There is an associate recruitment and retention crisis looming for which there are no easy solutions.

Supply and Demand

Law schools continue to graduate 40,000 students a year, as they have for the last 20 plus years. The AmLaw 200 law firms have been steadily hiring an average of 4%+ more associates each year, resulting last year in an average incoming associate class of 50. That means that AmLaw 200 firms now hire about 10,000 new associates a year, or about 50% of the graduates from the top 100 (hardly the Ivy League elite) of the nation’s 200 law schools.  

Every year the number of associates those firms will be trying to hire will be higher.  And the competition from hedge funds and investment banks offering attractive alternatives will increase.  Not far along the horizon is a point when nearly every associate in the top half of every law school, whatever the law school, is likely to have several high-dollar offers to choose from.  Which means many firms will be left with fewer incoming associates than they want, or certainly fewer of the caliber they are seeking.

The Starting Salary Piece

As day follows night, associate salaries are rising.  Entering associates are now earning $160,000 before bonuses at the largest law firms across the country (essentially the same that federal district judges make), thanks to Simpson Thatcher’s opening volley. Starting salaries (not including bonuses) at firms of 500+ lawyers are thus up 130% since 1994, with the annual rate of increase averaging more than 10%–significantly above both the rates at firms of other sizes and the average for all firms (6%). And with each new class’s salary increase, the salaries of associate classes up the ladder must also be increased.

The Profitability Piece

One estimate is that this year’s salary bump will result in an average hit to partners in big firms in the range of $40-70,000 per partner. But that is hardly where the impact on profitability stops.  Until this year, associates were usually not profitable until their third or fourth year.  Higher salaries stretch that time out even further.  With average associate attrition rates at big firms pushing above 20% annually, culminating in 78% of associates leaving by their fifth year, firms have less and less time to recoup their initial recruiting/training/salary/overhead investments in associates, let alone realize a significant profit.  

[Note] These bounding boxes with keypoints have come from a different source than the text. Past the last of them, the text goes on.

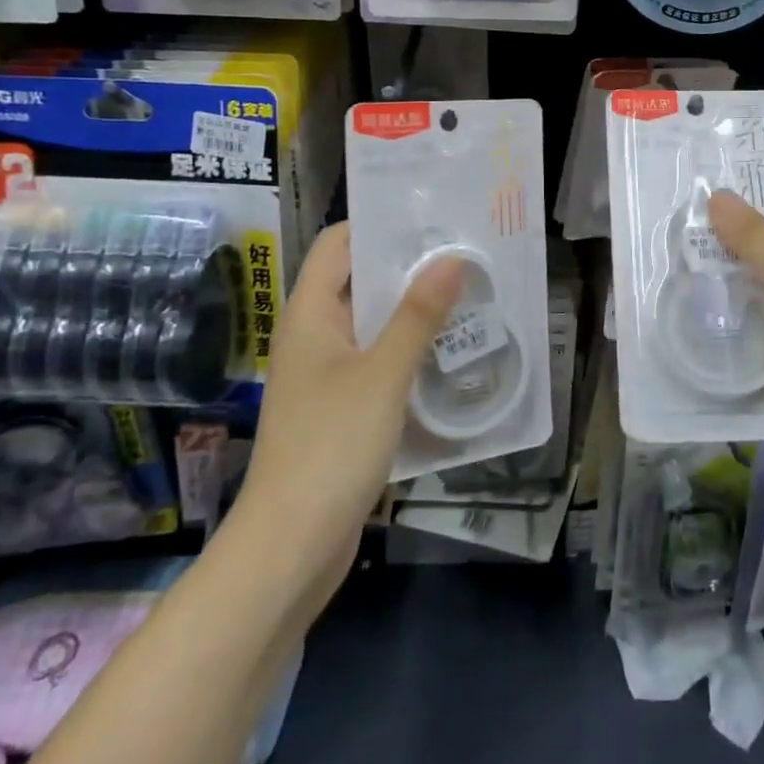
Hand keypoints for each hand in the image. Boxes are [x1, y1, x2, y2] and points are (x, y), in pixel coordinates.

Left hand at [238, 223, 462, 590]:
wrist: (291, 547)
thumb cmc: (331, 447)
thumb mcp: (383, 375)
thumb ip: (418, 315)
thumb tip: (452, 257)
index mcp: (310, 315)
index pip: (340, 244)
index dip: (380, 224)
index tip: (432, 216)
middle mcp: (316, 336)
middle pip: (362, 281)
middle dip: (411, 267)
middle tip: (467, 253)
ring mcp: (328, 374)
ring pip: (376, 325)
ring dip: (417, 311)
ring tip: (472, 295)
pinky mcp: (344, 408)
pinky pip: (381, 363)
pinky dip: (412, 351)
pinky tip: (453, 353)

The graph showing the curves of how long it takes to realize a profit on associates and how long they are likely to stay make it clear that these two lines are coming perilously close.  What used to make for good document review/bill plumping fodder may start looking more like loss leaders in the business of looking for good lawyers who will actually stay.  It has already been noted that we have reached a state where partners often bill more hours than their associates.  How does it  feel to be working for those you supervise?

What’s to Be Done?

The traditional solutions are few and running out of steam.

As always, billable rates can be raised, banking on good evidence that at least some clients will pay whatever they have to to get the best legal advice.  But there will be some clients insisting that their rates be reduced or hours written off while others may simply leave. 

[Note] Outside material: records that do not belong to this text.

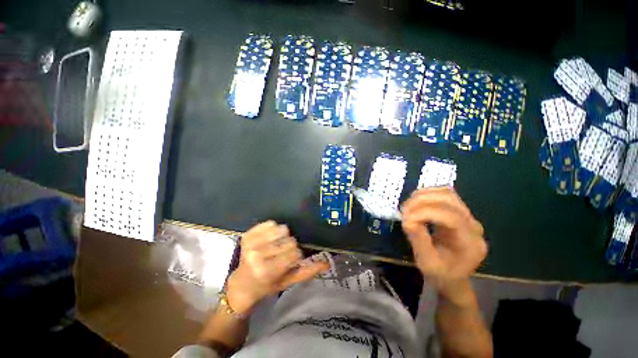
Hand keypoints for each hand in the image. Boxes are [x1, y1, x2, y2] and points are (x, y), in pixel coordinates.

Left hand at [225, 221, 327, 313]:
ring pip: (281, 229)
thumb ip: (307, 272)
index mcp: (267, 271)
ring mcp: (251, 243)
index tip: (290, 261)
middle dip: (290, 247)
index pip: (295, 253)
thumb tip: (327, 263)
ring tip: (276, 245)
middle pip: (289, 240)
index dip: (296, 256)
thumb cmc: (267, 285)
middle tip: (282, 255)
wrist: (242, 284)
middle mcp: (257, 255)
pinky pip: (270, 223)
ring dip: (283, 237)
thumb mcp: (287, 282)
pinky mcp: (247, 234)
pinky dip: (274, 229)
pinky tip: (269, 239)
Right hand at [401, 188, 486, 292]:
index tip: (406, 218)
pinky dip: (427, 194)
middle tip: (404, 209)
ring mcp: (468, 217)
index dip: (425, 213)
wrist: (452, 277)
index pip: (451, 217)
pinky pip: (444, 195)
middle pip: (450, 200)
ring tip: (408, 205)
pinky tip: (416, 202)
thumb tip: (407, 219)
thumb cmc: (440, 274)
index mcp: (470, 243)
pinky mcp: (458, 213)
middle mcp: (473, 226)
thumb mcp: (427, 262)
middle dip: (423, 201)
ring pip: (447, 193)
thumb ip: (419, 240)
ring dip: (424, 195)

You can try to recoup salary increases by raising billable hour requirements. But given the current associate sentiment about billing, ratcheting requirements up runs the risk of ratcheting up attrition rates as well. See our February 14, 2007 entry "What All That Money Is Buying You."

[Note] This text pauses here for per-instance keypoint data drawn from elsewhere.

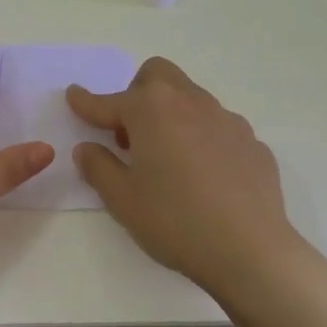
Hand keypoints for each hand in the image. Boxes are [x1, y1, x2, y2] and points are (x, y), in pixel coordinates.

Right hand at [67, 57, 306, 303]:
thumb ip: (98, 167)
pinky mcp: (251, 142)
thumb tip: (88, 149)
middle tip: (129, 133)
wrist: (252, 251)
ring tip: (167, 157)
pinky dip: (201, 138)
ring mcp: (225, 119)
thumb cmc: (176, 221)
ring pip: (190, 98)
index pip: (109, 101)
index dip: (87, 101)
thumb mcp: (122, 200)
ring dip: (170, 114)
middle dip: (136, 93)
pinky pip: (217, 127)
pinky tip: (203, 176)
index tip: (73, 96)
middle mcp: (189, 102)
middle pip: (157, 75)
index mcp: (151, 110)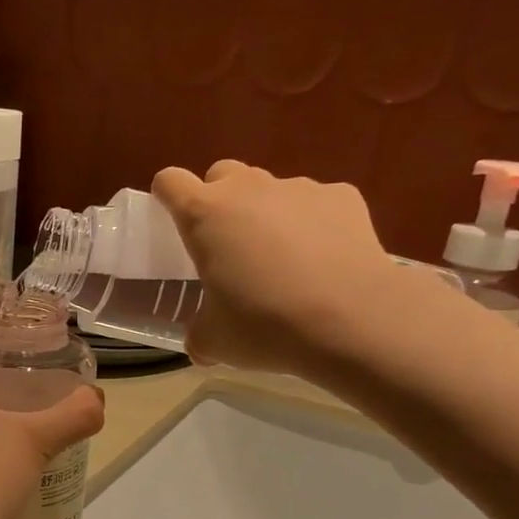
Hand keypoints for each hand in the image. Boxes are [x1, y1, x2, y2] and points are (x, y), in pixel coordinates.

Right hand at [152, 161, 448, 382]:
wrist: (352, 320)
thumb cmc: (265, 325)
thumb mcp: (215, 340)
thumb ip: (198, 334)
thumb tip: (200, 344)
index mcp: (204, 215)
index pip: (170, 181)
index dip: (166, 195)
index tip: (171, 217)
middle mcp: (248, 189)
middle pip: (222, 174)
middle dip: (218, 199)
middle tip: (227, 242)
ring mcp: (298, 187)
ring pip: (270, 188)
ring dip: (266, 212)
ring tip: (283, 257)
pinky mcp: (342, 196)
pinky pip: (317, 203)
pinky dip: (313, 223)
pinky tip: (324, 260)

Recruiters may have to become modern conjurers, ranging broader among law schools and deeper down classes, looking for the proverbial gem in the rough.  Medium and smaller law firms may have to change recruitment strategies altogether.  Some have already publicly declared themselves to be out of the business of hiring first-year associates, like Philadelphia’s Kleinbard Bell & Brecker, or recruiting at national law schools, like Pittsburgh-based Tucker Arensberg.  Instead, they will wait for those associates to come to their firms after they’ve spent a few years at larger firms willing to bear the cost of training them. 

The dire truth is that what ultimately may have to change is the current law firm structure, and possibly in several respects.  See our upcoming entry "Leaving Behind the Medieval Model."   And the fallout may include the hardest pill to swallow:  a reduction in the high profitability that partners have long enjoyed.  See our upcoming entry "The End of Profitability As We Know It?"

There are ways to read your firm’s tea leaves and then progress toward a new vision, cognizant of the prevailing hiring and retention realities.  Is your firm taking the steps necessary to survive the looming associate crisis?